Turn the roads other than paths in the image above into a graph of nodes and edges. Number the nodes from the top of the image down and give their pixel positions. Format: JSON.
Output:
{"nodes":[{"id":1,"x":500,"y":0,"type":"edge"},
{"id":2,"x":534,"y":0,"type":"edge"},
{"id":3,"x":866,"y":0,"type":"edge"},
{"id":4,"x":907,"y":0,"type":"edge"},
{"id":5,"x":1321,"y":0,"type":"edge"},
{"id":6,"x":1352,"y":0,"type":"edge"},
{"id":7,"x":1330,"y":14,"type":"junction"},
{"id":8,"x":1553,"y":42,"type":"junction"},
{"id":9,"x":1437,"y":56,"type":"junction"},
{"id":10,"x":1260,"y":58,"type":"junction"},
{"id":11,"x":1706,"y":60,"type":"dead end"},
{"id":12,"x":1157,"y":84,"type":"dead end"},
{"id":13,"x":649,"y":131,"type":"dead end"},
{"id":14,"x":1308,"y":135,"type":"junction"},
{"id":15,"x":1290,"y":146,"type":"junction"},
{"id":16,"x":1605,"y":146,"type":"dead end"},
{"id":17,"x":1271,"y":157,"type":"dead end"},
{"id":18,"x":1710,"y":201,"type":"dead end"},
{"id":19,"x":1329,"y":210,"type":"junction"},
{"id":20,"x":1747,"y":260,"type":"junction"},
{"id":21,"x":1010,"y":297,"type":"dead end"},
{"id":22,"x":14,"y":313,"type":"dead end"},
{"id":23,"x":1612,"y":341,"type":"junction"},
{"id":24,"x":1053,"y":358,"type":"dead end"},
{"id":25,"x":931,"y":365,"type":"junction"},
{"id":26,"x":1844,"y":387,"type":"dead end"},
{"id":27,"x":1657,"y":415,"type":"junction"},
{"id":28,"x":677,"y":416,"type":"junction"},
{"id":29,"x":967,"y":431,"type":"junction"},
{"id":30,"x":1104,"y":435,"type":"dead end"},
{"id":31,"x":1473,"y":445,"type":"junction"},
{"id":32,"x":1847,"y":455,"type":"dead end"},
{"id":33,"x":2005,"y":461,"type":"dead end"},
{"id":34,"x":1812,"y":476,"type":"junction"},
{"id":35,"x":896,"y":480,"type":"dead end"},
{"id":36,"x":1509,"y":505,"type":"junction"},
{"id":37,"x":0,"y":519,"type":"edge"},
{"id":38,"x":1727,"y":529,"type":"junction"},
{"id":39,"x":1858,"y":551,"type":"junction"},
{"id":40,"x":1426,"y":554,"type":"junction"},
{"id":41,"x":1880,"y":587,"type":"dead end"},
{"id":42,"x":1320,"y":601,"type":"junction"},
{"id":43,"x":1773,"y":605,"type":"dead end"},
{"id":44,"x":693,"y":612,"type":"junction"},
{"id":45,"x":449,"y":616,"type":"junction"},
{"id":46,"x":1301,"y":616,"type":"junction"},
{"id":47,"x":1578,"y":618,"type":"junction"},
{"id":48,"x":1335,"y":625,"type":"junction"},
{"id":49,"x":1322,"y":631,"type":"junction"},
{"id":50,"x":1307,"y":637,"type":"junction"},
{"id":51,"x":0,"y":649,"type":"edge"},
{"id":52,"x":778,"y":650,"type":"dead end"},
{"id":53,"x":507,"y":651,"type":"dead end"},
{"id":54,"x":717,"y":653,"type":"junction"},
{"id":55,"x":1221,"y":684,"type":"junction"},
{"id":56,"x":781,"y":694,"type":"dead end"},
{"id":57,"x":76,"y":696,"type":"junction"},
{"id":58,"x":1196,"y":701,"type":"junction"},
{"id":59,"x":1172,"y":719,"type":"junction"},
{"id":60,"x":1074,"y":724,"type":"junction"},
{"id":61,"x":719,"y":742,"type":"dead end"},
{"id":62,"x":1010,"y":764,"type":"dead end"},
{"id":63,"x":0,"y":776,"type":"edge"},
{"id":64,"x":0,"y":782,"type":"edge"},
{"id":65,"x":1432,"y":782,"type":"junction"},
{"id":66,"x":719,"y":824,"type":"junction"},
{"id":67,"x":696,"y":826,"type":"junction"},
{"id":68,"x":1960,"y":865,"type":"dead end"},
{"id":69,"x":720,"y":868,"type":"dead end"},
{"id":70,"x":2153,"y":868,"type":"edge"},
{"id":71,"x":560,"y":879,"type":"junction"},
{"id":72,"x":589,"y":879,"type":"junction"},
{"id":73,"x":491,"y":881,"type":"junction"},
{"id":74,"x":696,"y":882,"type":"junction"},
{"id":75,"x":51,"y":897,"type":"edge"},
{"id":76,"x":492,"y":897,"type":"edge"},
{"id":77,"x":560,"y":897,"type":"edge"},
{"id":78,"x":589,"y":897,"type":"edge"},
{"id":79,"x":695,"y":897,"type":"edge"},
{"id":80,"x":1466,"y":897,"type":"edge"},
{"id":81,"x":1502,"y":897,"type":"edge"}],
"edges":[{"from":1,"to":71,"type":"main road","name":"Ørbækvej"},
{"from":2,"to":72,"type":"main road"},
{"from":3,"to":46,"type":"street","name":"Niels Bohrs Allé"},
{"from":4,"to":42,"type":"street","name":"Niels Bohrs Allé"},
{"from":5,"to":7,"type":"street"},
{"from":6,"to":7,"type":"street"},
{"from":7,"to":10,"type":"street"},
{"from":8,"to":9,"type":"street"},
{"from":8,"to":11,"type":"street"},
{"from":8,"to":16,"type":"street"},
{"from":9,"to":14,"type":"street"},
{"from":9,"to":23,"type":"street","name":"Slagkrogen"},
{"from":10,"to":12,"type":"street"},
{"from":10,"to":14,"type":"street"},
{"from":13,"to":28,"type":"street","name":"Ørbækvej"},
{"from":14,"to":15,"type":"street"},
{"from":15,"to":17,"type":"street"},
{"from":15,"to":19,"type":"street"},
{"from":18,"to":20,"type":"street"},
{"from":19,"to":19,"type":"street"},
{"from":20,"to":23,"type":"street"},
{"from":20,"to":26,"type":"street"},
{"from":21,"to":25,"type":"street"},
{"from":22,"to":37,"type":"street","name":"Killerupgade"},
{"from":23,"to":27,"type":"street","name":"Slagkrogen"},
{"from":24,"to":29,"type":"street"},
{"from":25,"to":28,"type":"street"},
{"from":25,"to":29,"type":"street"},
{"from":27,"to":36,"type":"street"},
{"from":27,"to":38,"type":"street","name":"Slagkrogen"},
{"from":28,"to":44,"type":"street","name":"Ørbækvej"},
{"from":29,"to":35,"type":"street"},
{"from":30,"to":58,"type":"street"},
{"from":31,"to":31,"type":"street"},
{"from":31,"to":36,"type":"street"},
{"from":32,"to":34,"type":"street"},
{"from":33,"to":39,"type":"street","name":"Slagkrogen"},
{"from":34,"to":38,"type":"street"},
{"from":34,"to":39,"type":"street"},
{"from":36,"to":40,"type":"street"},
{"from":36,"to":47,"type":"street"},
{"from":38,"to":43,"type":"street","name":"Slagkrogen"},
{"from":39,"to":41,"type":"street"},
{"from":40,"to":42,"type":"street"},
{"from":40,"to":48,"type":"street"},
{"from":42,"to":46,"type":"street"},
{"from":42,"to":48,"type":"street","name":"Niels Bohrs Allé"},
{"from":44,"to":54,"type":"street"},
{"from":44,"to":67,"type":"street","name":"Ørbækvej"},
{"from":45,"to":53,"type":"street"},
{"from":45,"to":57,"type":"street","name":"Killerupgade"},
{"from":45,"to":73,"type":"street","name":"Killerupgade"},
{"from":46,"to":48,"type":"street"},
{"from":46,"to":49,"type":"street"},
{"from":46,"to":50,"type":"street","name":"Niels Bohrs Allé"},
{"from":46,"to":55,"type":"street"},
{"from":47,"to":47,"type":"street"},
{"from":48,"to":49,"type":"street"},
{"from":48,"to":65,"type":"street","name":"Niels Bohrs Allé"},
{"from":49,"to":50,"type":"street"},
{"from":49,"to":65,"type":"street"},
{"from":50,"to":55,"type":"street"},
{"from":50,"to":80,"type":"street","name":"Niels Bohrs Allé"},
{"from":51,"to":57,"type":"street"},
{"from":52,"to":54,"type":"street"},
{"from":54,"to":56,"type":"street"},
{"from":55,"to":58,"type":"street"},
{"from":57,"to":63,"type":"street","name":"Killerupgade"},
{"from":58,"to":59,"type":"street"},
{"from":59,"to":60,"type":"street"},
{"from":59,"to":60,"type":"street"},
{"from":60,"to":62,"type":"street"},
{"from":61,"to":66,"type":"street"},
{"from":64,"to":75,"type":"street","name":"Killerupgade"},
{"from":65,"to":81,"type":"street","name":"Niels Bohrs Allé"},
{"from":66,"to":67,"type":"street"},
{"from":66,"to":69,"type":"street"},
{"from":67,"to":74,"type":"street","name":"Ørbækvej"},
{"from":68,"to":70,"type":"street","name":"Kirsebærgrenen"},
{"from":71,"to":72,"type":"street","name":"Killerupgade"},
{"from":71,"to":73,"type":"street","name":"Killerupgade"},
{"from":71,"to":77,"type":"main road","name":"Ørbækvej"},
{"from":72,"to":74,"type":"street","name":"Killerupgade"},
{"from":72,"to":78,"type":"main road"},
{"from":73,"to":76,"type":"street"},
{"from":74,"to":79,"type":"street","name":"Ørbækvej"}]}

# # # #

▸ WHAT YOU SHOULD DO
Across the whole listing above, find every line with the string "Killerupgade" and copy it.

▸ RESULT OF THIS EXERCISE
{"from":22,"to":37,"type":"street","name":"Killerupgade"},
{"from":45,"to":57,"type":"street","name":"Killerupgade"},
{"from":45,"to":73,"type":"street","name":"Killerupgade"},
{"from":57,"to":63,"type":"street","name":"Killerupgade"},
{"from":64,"to":75,"type":"street","name":"Killerupgade"},
{"from":71,"to":72,"type":"street","name":"Killerupgade"},
{"from":71,"to":73,"type":"street","name":"Killerupgade"},
{"from":72,"to":74,"type":"street","name":"Killerupgade"},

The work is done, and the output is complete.